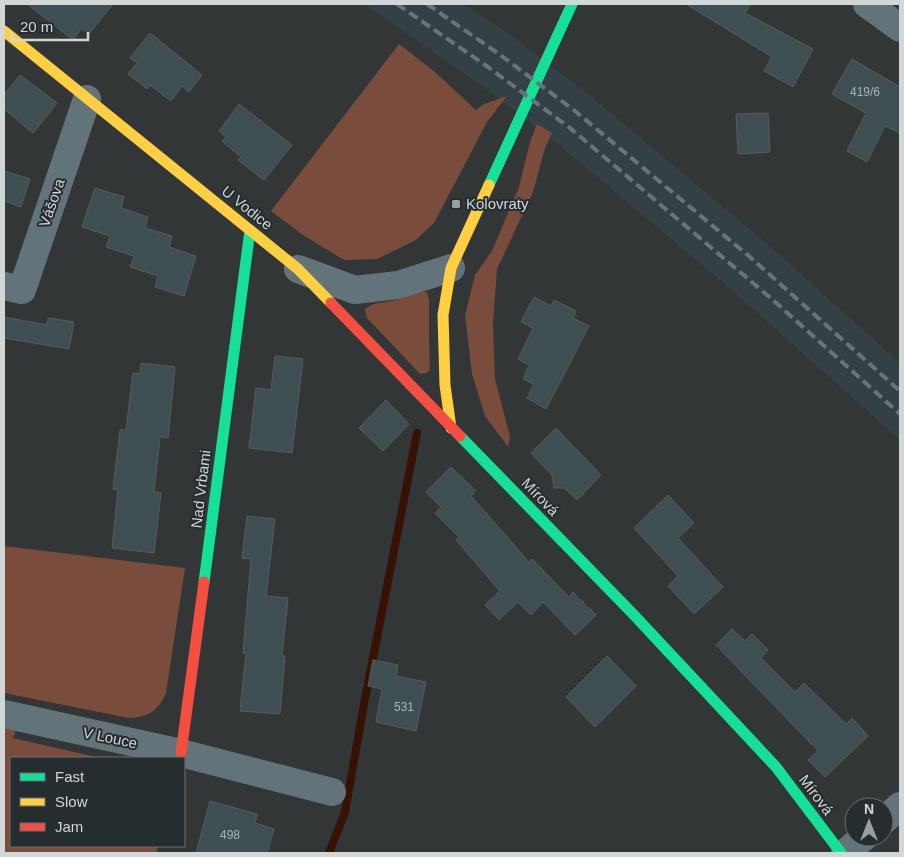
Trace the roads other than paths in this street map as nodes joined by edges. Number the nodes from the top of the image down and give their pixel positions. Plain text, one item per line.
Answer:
1 (572, 4) edge
2 (6, 34) edge
3 (87, 99) junction
4 (250, 230) junction
5 (451, 268) junction
6 (298, 269) junction
7 (4, 286) edge
8 (451, 428) junction
9 (4, 714) edge
10 (181, 753) junction
11 (332, 792) dead end
12 (843, 853) edge

1 - 5 street
2 - 3 street, U Vodice
3 - 4 street, U Vodice
3 - 7 street, Vášova
4 - 6 street, U Vodice
4 - 10 street, Nad Vrbami
5 - 6 street
5 - 8 street
6 - 8 street, U Vodice
8 - 12 street, Mírová
9 - 10 street, V Louce
10 - 11 street, V Louce

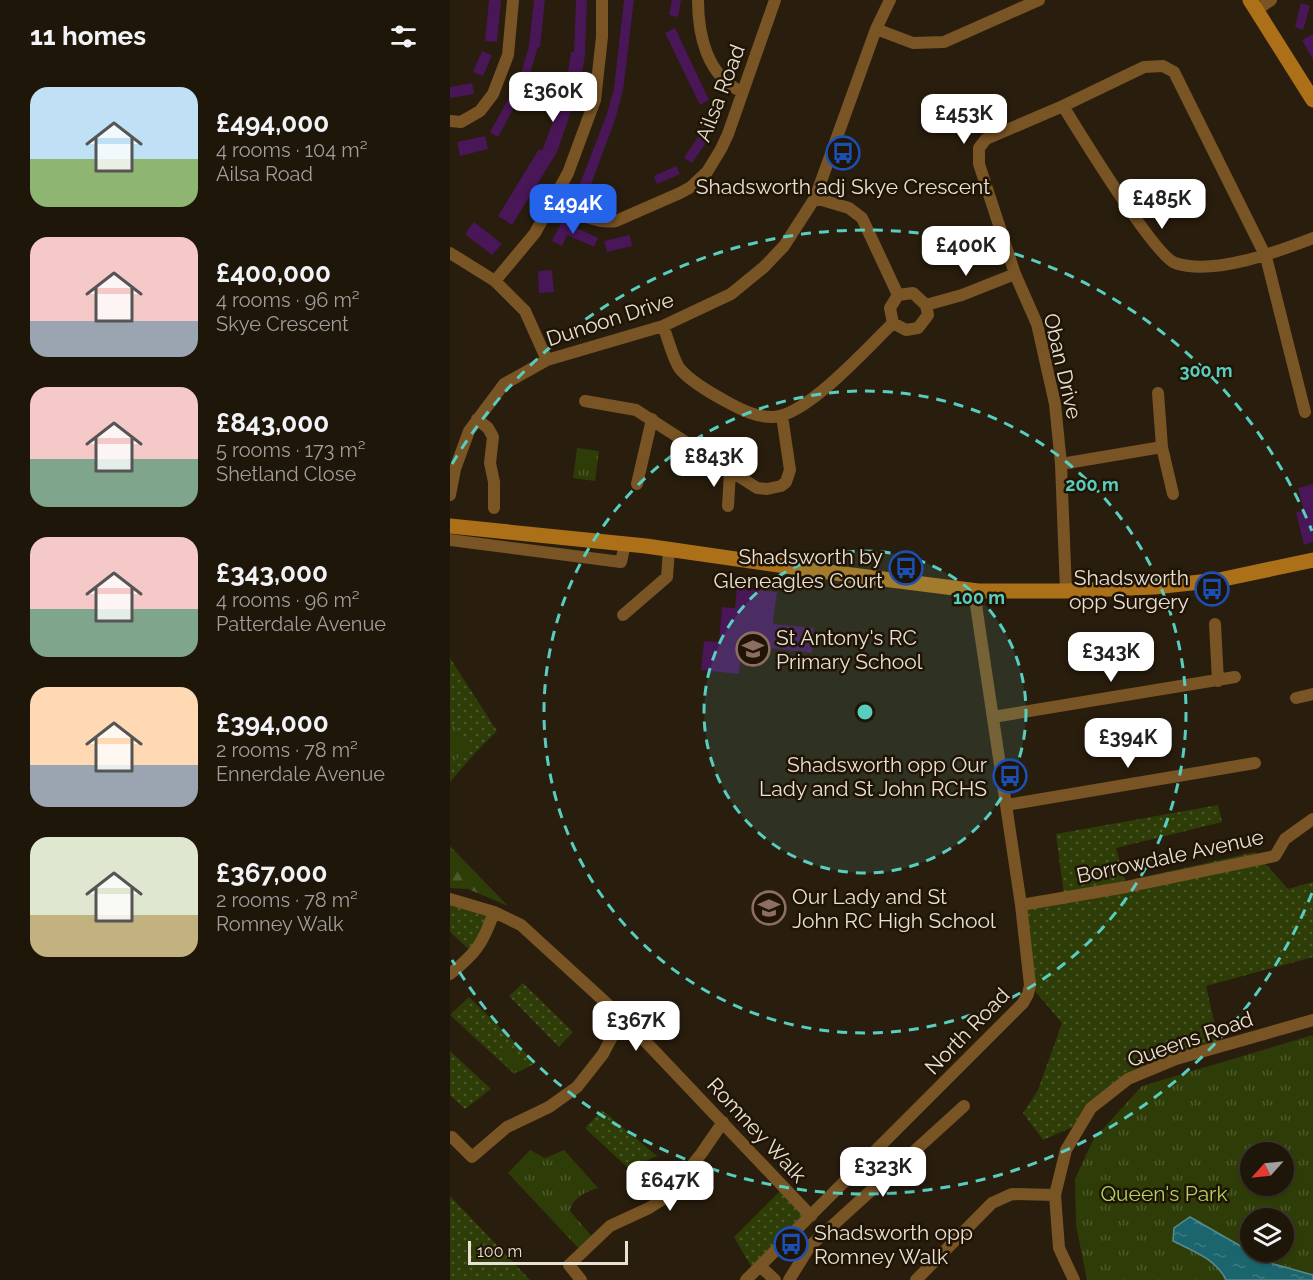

..........

Exercise brief — Each line of the data is to be duplicated exactly; pictures stay out of the copy.

Output for this exercise —
Trace the roads other than paths in this street map as nodes joined by edges. Number the nodes from the top of the image down and give their pixel positions. Plain text, one item per line.
Answer:
1 (572, 4) edge
2 (6, 34) edge
3 (87, 99) junction
4 (250, 230) junction
5 (451, 268) junction
6 (298, 269) junction
7 (4, 286) edge
8 (451, 428) junction
9 (4, 714) edge
10 (181, 753) junction
11 (332, 792) dead end
12 (843, 853) edge

1 - 5 street
2 - 3 street, U Vodice
3 - 4 street, U Vodice
3 - 7 street, Vášova
4 - 6 street, U Vodice
4 - 10 street, Nad Vrbami
5 - 6 street
5 - 8 street
6 - 8 street, U Vodice
8 - 12 street, Mírová
9 - 10 street, V Louce
10 - 11 street, V Louce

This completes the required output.